Since 1971 the world’s Ecological Footprint has exceeded Biocapacity

National Ecological Footprint and Biocapacity Accounts provide data that help to understand how a country’s production of food and materials, energy, and carbon emissions, relate to domestic consumption or exports, and the amount which is derived from imports.  For each country from 1961 to the present, an Ecological Footprint of Consumption is derived from the footprint of production plus imports minus exports.  These components can be compared to quantify how lands and waters are embodied through trade flows.

This example details how lands in Ukraine feed the rest of the world, mostly through exports that use the country’s cropland.
The rest of the world will feel impacts from degraded croplands in Ukraine arising from the current conflict.

People from 73 countries registered to attend the March 2022 launch event of the accounts which featured special guest Severn Cullis-Suzuki, who spoke to the importance of data telling stories. This followed presentations from MES graduate student researchers who produced the accounts and used them to investigate enticing data stories.  Stories include the implications of growing export-oriented pig farming in Argentina, questioning the selfishness of shellfish, and unpacking the growth of online product packaging

The 2022 Edition of the National Ecological Footprint and Biocapacity Accounts were produced by (L-R): Apeksha, Kendra Lee, Flora Gomez, Eric Miller, Ahmed Abdul Aziz.

National data can be used to investigate sub-national issues.  Months earlier, the Ontario government published a provincial-scaled account of Ontario’s Ecological Footprint and Biocapacity from 2005 to 2015.  The data and its accompanying report were generated by a prior cohort of MES graduate students working with project director Eric Miller to inform Ontario’s reporting on the state of natural resources and pressures on biodiversity.

Ecological Footprint of consumption in Ontario versus biocapacity in 2015, in millions of global hectares per year, by component.
C-uptake refers to the capacity of forest or wetland to sequester carbon emissions.

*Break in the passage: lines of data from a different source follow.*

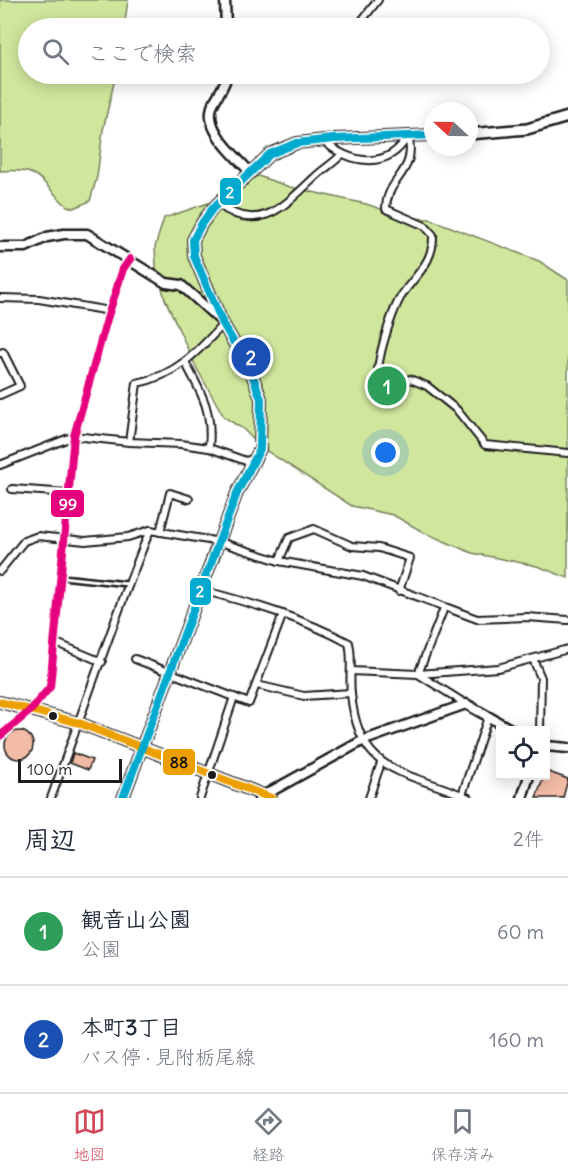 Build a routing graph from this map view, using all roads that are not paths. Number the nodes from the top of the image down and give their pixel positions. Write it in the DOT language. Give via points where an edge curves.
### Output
graph roads {
  1 [pos="225,0"];
  2 [pos="378,0"];
  3 [pos="226,18"];
  4 [pos="364,18"];
  5 [pos="222,84"];
  6 [pos="568,117"];
  7 [pos="478,133"];
  8 [pos="424,135"];
  9 [pos="408,136"];
  10 [pos="321,140"];
  11 [pos="342,154"];
  12 [pos="250,172"];
  13 [pos="218,204"];
  14 [pos="0,248"];
  15 [pos="130,259"];
  16 [pos="0,298"];
  17 [pos="110,312"];
  18 [pos="222,323"];
  19 [pos="0,353"];
  20 [pos="185,362"];
  21 [pos="0,395"];
  22 [pos="74,436"];
  23 [pos="129,442"];
  24 [pos="208,448"];
  25 [pos="568,453"];
  26 [pos="258,456"];
  27 [pos="0,465"];
  28 [pos="12,489"];
  29 [pos="69,494"];
  30 [pos="189,499"];
  31 [pos="150,530"];
  32 [pos="160,531"];
  33 [pos="64,539"];
  34 [pos="220,542"];
  35 [pos="279,561"];
  36 [pos="0,571"];
  37 [pos="62,577"];
  38 [pos="127,584"];
  39 [pos="201,590"];
  40 [pos="399,591"];
  41 [pos="444,608"];
  42 [pos="283,614"];
  43 [pos="568,620"];
  44 [pos="54,642"];
  45 [pos="568,649"];
  46 [pos="135,659"];
  47 [pos="533,659"];
  48 [pos="102,662"];
  49 [pos="351,671"];
  50 [pos="171,673"];
  51 [pos="418,674"];
  52 [pos="257,685"];
  53 [pos="351,693"];
  54 [pos="234,697"];
  55 [pos="0,702"];
  56 [pos="466,704"];
  57 [pos="30,711"];
  58 [pos="488,717"];
  59 [pos="79,723"];
  60 [pos="505,726"];
  61 [pos="540,726"];
  62 [pos="0,736"];
  63 [pos="362,741"];
  64 [pos="550,746"];
  65 [pos="142,748"];
  66 [pos="568,748"];
  67 [pos="381,763"];
  68 [pos="207,774"];
  69 [pos="528,780"];
  70 [pos="264,797"];
  71 [pos="464,797"];
  72 [pos="51,798"];
  73 [pos="123,798"];
  74 [pos="200,798"];
  75 [pos="369,798"];
  76 [pos="522,798"];
  1 -- 3 [label="street"];
  2 -- 4 [label="street"];
  5 -- 12 [label="street" via="212,107 213,129"];
  6 -- 7 [label="main road" via="527,129"];
  8 -- 9 [label="main road"];
  9 -- 10 [label="main road"];
  9 -- 11 [label="street" via="401,148 381,159 357,159"];
  9 -- 25 [label="street" via="411,158 386,198 386,209 425,226 433,235 434,245 426,267 400,297 376,367 376,381 380,388 387,389 410,379 427,386 457,410 485,445"];
  10 -- 11 [label="street"];
  10 -- 12 [label="main road" via="297,143 270,154"];
  11 -- 13 [label="street" via="288,203 262,217 245,217"];
  12 -- 13 [label="main road"];
  13 -- 18 [label="main road" via="201,223 193,240 194,256"];
  14 -- 15 [label="street" via="26,247 64,234 87,234"];
  15 -- 17 [label="street" via="123,269"];
  15 -- 18 [label="street" via="166,283 181,285"];
  16 -- 17 [label="street" via="39,299"];
  17 -- 22 [label="street"];
  18 -- 20 [label="street"];
  18 -- 26 [label="main road" via="252,374 261,399 262,438"];
  19 -- 21 [label="street" via="3,352 20,386"];
  20 -- 23 [label="street" via="158,379 137,383"];
  20 -- 24 [label="street" via="207,404 211,426"];
  22 -- 23 [label="street"];
  22 -- 27 [label="street"];
  22 -- 29 [label="street"];
  23 -- 24 [label="street"];
  24 -- 26 [label="street" via="246,461"];
  26 -- 34 [label="main road" via="237,493"];
  28 -- 29 [label="street"];
  29 -- 33 [label="street"];
  30 -- 32 [label="street" via="170,493"];
  31 -- 32 [label="street"];
  31 -- 33 [label="street" via="128,537"];
  31 -- 38 [label="street"];
  32 -- 34 [label="street"];
  33 -- 36 [label="street" via="38,536 24,541"];
  33 -- 37 [label="street"];
  34 -- 35 [label="street"];
  34 -- 39 [label="main road"];
  35 -- 40 [label="street" via="341,571"];
  35 -- 40 [label="street" via="289,538 314,529 338,541 410,558"];
  37 -- 38 [label="lane"];
  37 -- 44 [label="street"];
  38 -- 48 [label="street"];
  39 -- 42 [label="street"];
  39 -- 50 [label="main road"];
  40 -- 41 [label="street" via="422,596"];
  41 -- 43 [label="street" via="477,619"];
  41 -- 51 [label="street"];
  42 -- 49 [label="street" via="349,643"];
  42 -- 52 [label="street"];
  44 -- 48 [label="street"];
  44 -- 57 [label="street" via="50,687"];
  45 -- 47 [label="street"];
  46 -- 50 [label="street"];
  47 -- 51 [label="street" via="498,668"];
  47 -- 61 [label="street" via="541,678"];
  48 -- 59 [label="street"];
  49 -- 51 [label="street"];
  49 -- 53 [label="street"];
  50 -- 54 [label="street"];
  50 -- 65 [label="main road"];
  51 -- 56 [label="street"];
  52 -- 53 [label="street" via="304,696"];
  52 -- 54 [label="street" via="249,703"];
  53 -- 63 [label="street"];
  54 -- 68 [label="street"];
  55 -- 57 [label="main road"];
  56 -- 58 [label="street"];
  56 -- 63 [label="street"];
  57 -- 59 [label="main road"];
  57 -- 62 [label="street"];
  58 -- 60 [label="street"];
  58 -- 71 [label="street"];
  59 -- 65 [label="main road"];
  59 -- 72 [label="street"];
  63 -- 67 [label="street"];
  63 -- 70 [label="street"];
  64 -- 66 [label="street"];
  65 -- 68 [label="main road"];
  65 -- 73 [label="main road"];
  67 -- 71 [label="street"];
  67 -- 75 [label="street"];
  68 -- 70 [label="main road"];
  68 -- 74 [label="street"];
  69 -- 76 [label="street"];
}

National data can also be used to derive municipal-scaled estimates.  EFI Director, Eric Miller, derived an estimate of Mississauga’s Ecological Footprint in 2018 for a presentation to The Mississauga Economic Recovery Group of the Mississauga Board of Trade. A visual representation helped to communicate that Mississauga required the equivalent of 55 times its municipal biocapacity to satisfy its Ecological Footprint, with this being embodied within supply chains that extend far beyond the municipal boundary to draw from materials and energy across the planet, and require significant area beyond the municipality to offset carbon emissions from transportation and electricity.

Mississauga’s Ecological Footprint, by component, sized in relation to biocapacity within the municipality’s boundary.
The colours on this image represent the different components of the Ecological Footprint: the area of forest needed to sequester carbon (black),
plus forest products (green), plus cropland (orange), plus grazing land (yellow), plus built-up land (grey), plus fishing grounds (blue).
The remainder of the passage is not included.